1. Create a community
Why do people go to pubs? It is all about socialising, meeting people and enjoying yourself. After all, if you just want to drink it is cheaper to do it at home. Successful local pubs are all about creating a community – it doesn’t have to be on the level of Cheers, where ‘everybody knows your name’, but it is about interacting. Social media does the same thing in the online world – so not being present means you are not nurturing your punters when they aren’t in the pub.

2. Keep the influencers informed
Wetherspoon says that news will still be available via its website, but in today’s environment most journalists and influencers get their news through social media. They raise questions and start debates, and Wetherspoon won’t be there to take part in them. No doubt its PR people will be there lurking, but that is not the same – and failing to have an active account doesn’t look good to those journos who live their lives on social media.

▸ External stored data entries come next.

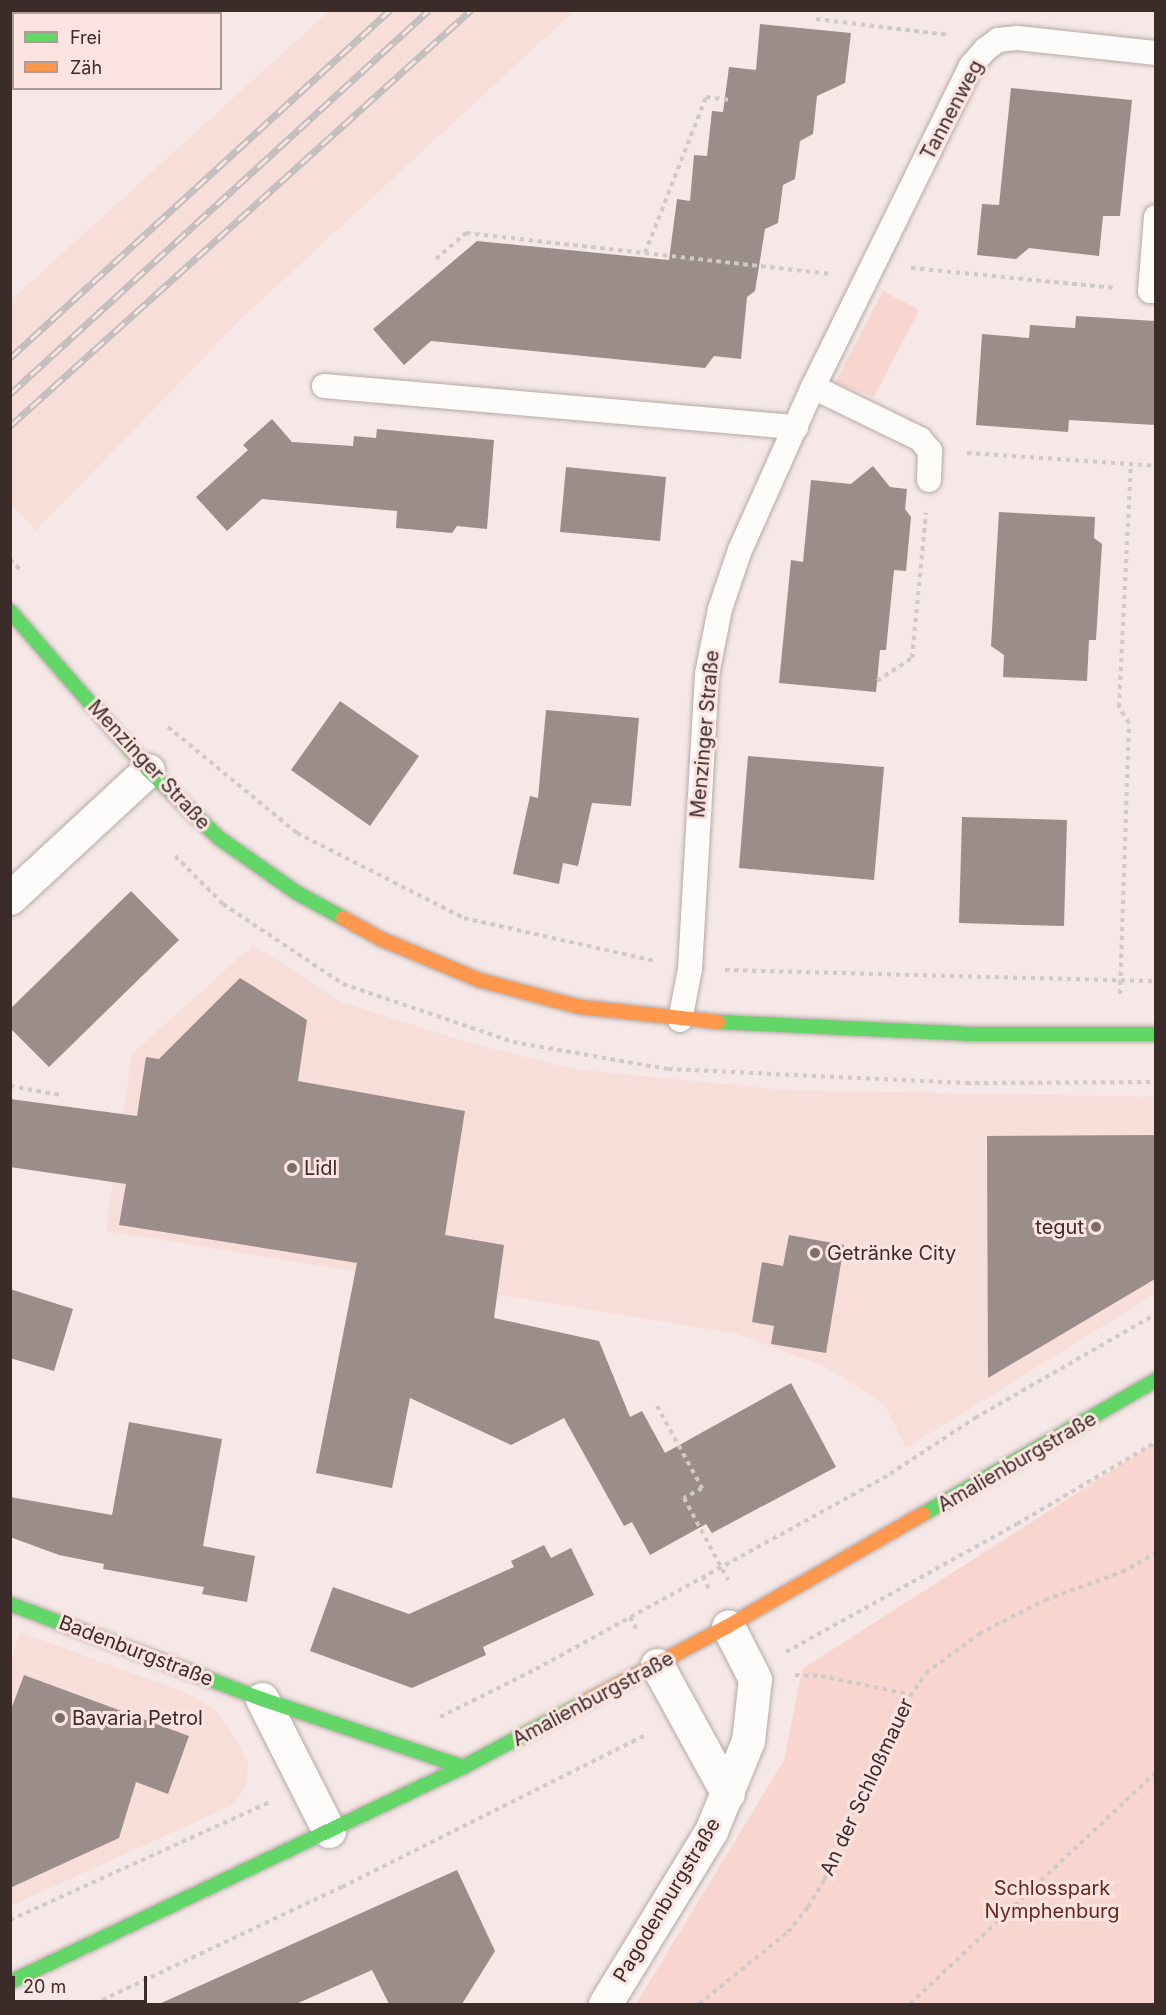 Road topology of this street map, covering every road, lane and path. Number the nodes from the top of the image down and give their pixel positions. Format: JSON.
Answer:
{"nodes":[{"id":1,"x":816,"y":19,"type":"dead end"},
{"id":2,"x":998,"y":40,"type":"junction"},
{"id":3,"x":1155,"y":53,"type":"edge"},
{"id":4,"x":732,"y":100,"type":"dead end"},
{"id":5,"x":1155,"y":217,"type":"edge"},
{"id":6,"x":645,"y":253,"type":"junction"},
{"id":7,"x":436,"y":258,"type":"dead end"},
{"id":8,"x":871,"y":271,"type":"junction"},
{"id":9,"x":1153,"y":291,"type":"edge"},
{"id":10,"x":324,"y":386,"type":"dead end"},
{"id":11,"x":813,"y":387,"type":"junction"},
{"id":12,"x":796,"y":427,"type":"junction"},
{"id":13,"x":930,"y":451,"type":"junction"},
{"id":14,"x":1131,"y":464,"type":"junction"},
{"id":15,"x":1155,"y":466,"type":"edge"},
{"id":16,"x":929,"y":480,"type":"joint"},
{"id":17,"x":10,"y":559,"type":"edge"},
{"id":18,"x":26,"y":577,"type":"dead end"},
{"id":19,"x":10,"y":610,"type":"edge"},
{"id":20,"x":877,"y":681,"type":"dead end"},
{"id":21,"x":162,"y":722,"type":"dead end"},
{"id":22,"x":148,"y":770,"type":"junction"},
{"id":23,"x":10,"y":898,"type":"edge"},
{"id":24,"x":690,"y":969,"type":"junction"},
{"id":25,"x":1155,"y":981,"type":"edge"},
{"id":26,"x":1120,"y":983,"type":"junction"},
{"id":27,"x":680,"y":1020,"type":"junction"},
{"id":28,"x":1120,"y":1033,"type":"junction"},
{"id":29,"x":1155,"y":1034,"type":"edge"},
{"id":30,"x":668,"y":1069,"type":"dead end"},
{"id":31,"x":1155,"y":1082,"type":"edge"},
{"id":32,"x":10,"y":1086,"type":"edge"},
{"id":33,"x":60,"y":1095,"type":"dead end"},
{"id":34,"x":1155,"y":1314,"type":"edge"},
{"id":35,"x":1155,"y":1380,"type":"edge"},
{"id":36,"x":657,"y":1406,"type":"dead end"},
{"id":37,"x":1155,"y":1442,"type":"edge"},
{"id":38,"x":1155,"y":1553,"type":"edge"},
{"id":39,"x":721,"y":1567,"type":"junction"},
{"id":40,"x":10,"y":1605,"type":"edge"},
{"id":41,"x":738,"y":1620,"type":"junction"},
{"id":42,"x":657,"y":1665,"type":"junction"},
{"id":43,"x":752,"y":1673,"type":"junction"},
{"id":44,"x":909,"y":1694,"type":"junction"},
{"id":45,"x":262,"y":1699,"type":"junction"},
{"id":46,"x":683,"y":1714,"type":"junction"},
{"id":47,"x":392,"y":1742,"type":"junction"},
{"id":48,"x":464,"y":1767,"type":"junction"},
{"id":49,"x":1155,"y":1772,"type":"edge"},
{"id":50,"x":305,"y":1785,"type":"junction"},
{"id":51,"x":728,"y":1794,"type":"junction"},
{"id":52,"x":329,"y":1831,"type":"junction"},
{"id":53,"x":10,"y":1920,"type":"edge"},
{"id":54,"x":10,"y":1982,"type":"edge"},
{"id":55,"x":93,"y":2004,"type":"edge"},
{"id":56,"x":605,"y":2004,"type":"edge"},
{"id":57,"x":699,"y":2004,"type":"edge"},
{"id":58,"x":910,"y":2004,"type":"edge"}],
"edges":[{"from":1,"to":2,"type":"path"},
{"from":2,"to":3,"type":"lane","name":"Tannenweg"},
{"from":2,"to":8,"type":"lane","name":"Tannenweg"},
{"from":4,"to":6,"type":"path"},
{"from":5,"to":9,"type":"lane"},
{"from":6,"to":7,"type":"path"},
{"from":6,"to":8,"type":"path"},
{"from":8,"to":9,"type":"path"},
{"from":8,"to":11,"type":"lane","name":"Tannenweg"},
{"from":10,"to":12,"type":"lane"},
{"from":11,"to":12,"type":"lane","name":"Menzinger Straße"},
{"from":11,"to":13,"type":"lane"},
{"from":12,"to":24,"type":"lane","name":"Menzinger Straße"},
{"from":13,"to":14,"type":"path"},
{"from":13,"to":16,"type":"lane"},
{"from":14,"to":15,"type":"path"},
{"from":14,"to":26,"type":"path"},
{"from":16,"to":20,"type":"path"},
{"from":17,"to":18,"type":"path"},
{"from":19,"to":22,"type":"street","name":"Menzinger Straße"},
{"from":21,"to":24,"type":"path"},
{"from":22,"to":23,"type":"street"},
{"from":22,"to":27,"type":"street","name":"Menzinger Straße"},
{"from":24,"to":26,"type":"path"},
{"from":24,"to":27,"type":"lane","name":"Menzinger Straße"},
{"from":25,"to":26,"type":"path"},
{"from":26,"to":28,"type":"path"},
{"from":27,"to":28,"type":"street","name":"Menzinger Straße"},
{"from":28,"to":29,"type":"street","name":"Menzinger Straße"},
{"from":30,"to":31,"type":"path"},
{"from":32,"to":33,"type":"path"},
{"from":34,"to":39,"type":"path"},
{"from":35,"to":41,"type":"street","name":"Amalienburgstraße"},
{"from":36,"to":39,"type":"path"},
{"from":37,"to":43,"type":"path"},
{"from":38,"to":44,"type":"path","name":"An der Schloßmauer"},
{"from":39,"to":41,"type":"path"},
{"from":39,"to":47,"type":"path"},
{"from":40,"to":45,"type":"street","name":"Badenburgstraße"},
{"from":41,"to":42,"type":"street","name":"Amalienburgstraße"},
{"from":41,"to":43,"type":"street","name":"Pagodenburgstraße"},
{"from":42,"to":46,"type":"street","name":"Pagodenburgstraße"},
{"from":42,"to":48,"type":"street","name":"Amalienburgstraße"},
{"from":43,"to":44,"type":"path"},
{"from":43,"to":51,"type":"street","name":"Pagodenburgstraße"},
{"from":44,"to":57,"type":"path","name":"An der Schloßmauer"},
{"from":45,"to":47,"type":"street","name":"Badenburgstraße"},
{"from":45,"to":50,"type":"street"},
{"from":46,"to":51,"type":"street","name":"Pagodenburgstraße"},
{"from":46,"to":55,"type":"path"},
{"from":47,"to":48,"type":"street","name":"Badenburgstraße"},
{"from":48,"to":52,"type":"street","name":"Amalienburgstraße"},
{"from":49,"to":58,"type":"path"},
{"from":50,"to":52,"type":"street"},
{"from":50,"to":53,"type":"path"},
{"from":51,"to":56,"type":"street","name":"Pagodenburgstraße"},
{"from":52,"to":54,"type":"street","name":"Amalienburgstraße"}]}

3. People don’t want to change channel for customer service
Consumers want to interact with a brand on the channel that is most convenient to them at that time. And that is quite often social media – they don’t want to switch to calling or emailing customer services, as Wetherspoon now recommends they do. So therefore complaints will go unanswered, visible only to other consumers, without Wetherspoon getting involved. This impacts brand reputation, particularly of individual pubs, and further damages engagement.

I don’t know how much time and money Wetherspoon was spending on social media, and it could well be that it isn’t getting the return it is looking for. But shooting the messenger, rather than changing the message isn’t a long term strategy to compete – as Wetherspoon may well find to its cost.